# EDA 31.07.21 - Life Expectancy

# Python Project – Life Expectancy

## Business Case: 

The Global Health Observatory (GHO) data repository under World Health Organization (WHO) keeps track of the health status as well as many other related factors for all countries. The data-set related to life expectancy, health factors for 193 countries has been collected from the same WHO data repository website and its corresponding economic data was collected from the United Nation website.  It has been observed that in the past 15 years, there has been a huge development in the health sector resulting in improvement of human mortality rates especially in the developing nations in comparison to the past 30 years. 
WHO has vast data for various verticals that can help humans to strive and survive under extreme conditions. You have been hired as a Data Analyst to  find the hidden key insights that can solve critical questions and provide a solution.


## Problem Statement: 


Health plays a vital role in deciding the Life Expectancy.
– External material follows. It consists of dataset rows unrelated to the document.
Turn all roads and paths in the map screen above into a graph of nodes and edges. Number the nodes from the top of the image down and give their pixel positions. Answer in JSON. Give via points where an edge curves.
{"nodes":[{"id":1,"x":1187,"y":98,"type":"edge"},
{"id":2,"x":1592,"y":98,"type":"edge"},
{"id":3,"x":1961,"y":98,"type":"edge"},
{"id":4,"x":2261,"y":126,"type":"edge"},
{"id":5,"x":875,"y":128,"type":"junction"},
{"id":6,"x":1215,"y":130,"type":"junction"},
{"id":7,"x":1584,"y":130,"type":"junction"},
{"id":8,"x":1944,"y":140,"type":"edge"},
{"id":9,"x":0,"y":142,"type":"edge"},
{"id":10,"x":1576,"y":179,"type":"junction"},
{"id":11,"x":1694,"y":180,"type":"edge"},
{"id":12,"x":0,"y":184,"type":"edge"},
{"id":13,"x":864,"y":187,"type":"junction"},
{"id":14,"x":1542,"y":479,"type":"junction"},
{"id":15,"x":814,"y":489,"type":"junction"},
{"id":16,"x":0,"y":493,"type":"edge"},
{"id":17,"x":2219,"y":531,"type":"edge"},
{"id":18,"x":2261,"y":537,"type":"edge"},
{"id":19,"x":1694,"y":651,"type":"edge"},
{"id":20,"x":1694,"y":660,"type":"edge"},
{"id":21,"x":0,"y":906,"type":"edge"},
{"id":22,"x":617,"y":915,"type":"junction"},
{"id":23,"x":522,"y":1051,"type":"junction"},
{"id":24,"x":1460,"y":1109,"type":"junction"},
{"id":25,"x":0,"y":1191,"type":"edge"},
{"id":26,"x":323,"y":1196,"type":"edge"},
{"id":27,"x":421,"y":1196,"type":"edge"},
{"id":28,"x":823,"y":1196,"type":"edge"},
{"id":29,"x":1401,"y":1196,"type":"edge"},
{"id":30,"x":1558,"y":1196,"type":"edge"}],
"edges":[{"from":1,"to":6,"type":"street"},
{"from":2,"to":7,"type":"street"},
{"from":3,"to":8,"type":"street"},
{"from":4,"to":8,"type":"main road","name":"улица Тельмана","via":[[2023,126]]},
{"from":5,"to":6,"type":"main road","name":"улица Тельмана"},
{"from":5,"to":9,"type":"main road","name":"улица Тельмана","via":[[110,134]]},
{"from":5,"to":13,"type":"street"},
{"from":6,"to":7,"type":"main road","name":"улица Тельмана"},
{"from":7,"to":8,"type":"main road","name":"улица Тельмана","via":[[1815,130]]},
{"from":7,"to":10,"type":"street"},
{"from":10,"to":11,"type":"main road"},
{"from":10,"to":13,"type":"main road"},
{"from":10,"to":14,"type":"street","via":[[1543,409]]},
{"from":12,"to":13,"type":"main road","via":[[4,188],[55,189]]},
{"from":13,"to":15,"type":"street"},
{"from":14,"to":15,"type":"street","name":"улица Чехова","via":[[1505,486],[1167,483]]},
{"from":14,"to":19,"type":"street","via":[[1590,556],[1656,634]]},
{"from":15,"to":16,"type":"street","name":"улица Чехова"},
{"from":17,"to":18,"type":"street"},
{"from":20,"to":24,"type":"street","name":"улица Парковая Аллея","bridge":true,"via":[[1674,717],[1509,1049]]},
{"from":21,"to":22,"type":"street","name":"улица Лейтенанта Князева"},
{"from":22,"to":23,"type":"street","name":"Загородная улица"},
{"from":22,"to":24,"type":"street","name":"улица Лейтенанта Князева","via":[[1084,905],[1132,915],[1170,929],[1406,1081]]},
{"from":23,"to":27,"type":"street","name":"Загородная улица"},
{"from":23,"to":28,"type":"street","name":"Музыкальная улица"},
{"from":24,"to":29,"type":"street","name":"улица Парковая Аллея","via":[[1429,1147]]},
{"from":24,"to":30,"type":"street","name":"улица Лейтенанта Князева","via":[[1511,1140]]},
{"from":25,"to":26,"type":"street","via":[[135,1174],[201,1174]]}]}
People all over the world pay a lot to insurance companies to secure the finance, if there is a health emergency.  It becomes very important to know how much countries are spending on health facilities out of the total expenses. 
Your role is to draw insights on the countries and their expenses pattern. 
What are the health conditions in the country that are spending more or less on the health facilities?
These solutions can play a critical role in regards to human survival. 
Through the chain of scenarios designed, you will be able to solve problems and follow the process that real Data Analysts perform. 


## Dataset Description:
1.	countryData – file showing the metrics of the country with important parameters.
2.	immunitizationData – file showing sickness factors of the country.  


#### countryData

Column Name	Data Type	Description
Country	Categorical	 Country name
Year	Discrete	 Year
Status	Categorical	 Status of the given country (Either Developing or Developed)
Life expectancy	Continuous	 in years
Adult Mortality	Continuous	 Adult Mortality Rates of both sexes (probability of dying between 15 and 60 years per 1000 population)
Alcohol	Continuous	 Alcohol, recorded per capita (15+) consumption (in litres of pure alcohol)
Percentage expenditure	Continuous	 Expenditure on health as a percentage of Gross Domestic Product per capita (%)
Total expenditure	Continuous	 General government expenditure on health as a percentage of total government expenditure (%)
GDP	Continuous	 Gross Domestic Product per capita (in USD)
Population	Continuous	 Population of the country
thinness 1 - 19 years	Continuous	 Prevalence of thinness among children and adolescents for Age 10 to 19 (% )
thinness 5 - 9 years	Continuous	 Prevalence of thinness among children for Age 5 to 9(%)
Income composition of resources	Continuous	 Human Development Index in terms of income composition of resources (index ranging from 0 to 1)
Schooling	Continuous	 Number of years of Schooling(years)

#### immunitizationData

Column Name	Data Type	Description
Country	Categorical	 Country name
Year	Discrete	 Year
Infant deaths	Continuous	 Number of Infant Deaths per 1000 population
Hepatitis B	Continuous	 Hepatitis B (HepB) immunization coverage among 1 - year olds (%)
Measles	Continuous	 Measles  number of reported cases per 1000 population
BMI	Continuous	 Average Body Mass Index of entire population
Under five death	Continuous	 Number of under - five deaths per 1000 population
Polio	Continuous	 Polio (Pol3) immunization coverage among 1 - year olds (%)
Diphtheria	Continuous	 Diphtheria tetanus toxoid and pertussis (DTP3) immunization coverage among 1 - year olds (%)
HIV/AID	Continuous	 Deaths per 1 000 live births HIV/AIDS (0 - 4 years)


# Scenario 1:
You have been given the required dataset by the WHO to help the countries know about their health status, as well as, help individuals to get prepared with the upcoming problems. There are 2 datasets available which are present in csv format and you have to explore it, align it if it is not in structured format.

**Task 1:** 

●	Import the libraries numpy, pandas, Matplotlib and seaborn that are going to be used for data exploration. 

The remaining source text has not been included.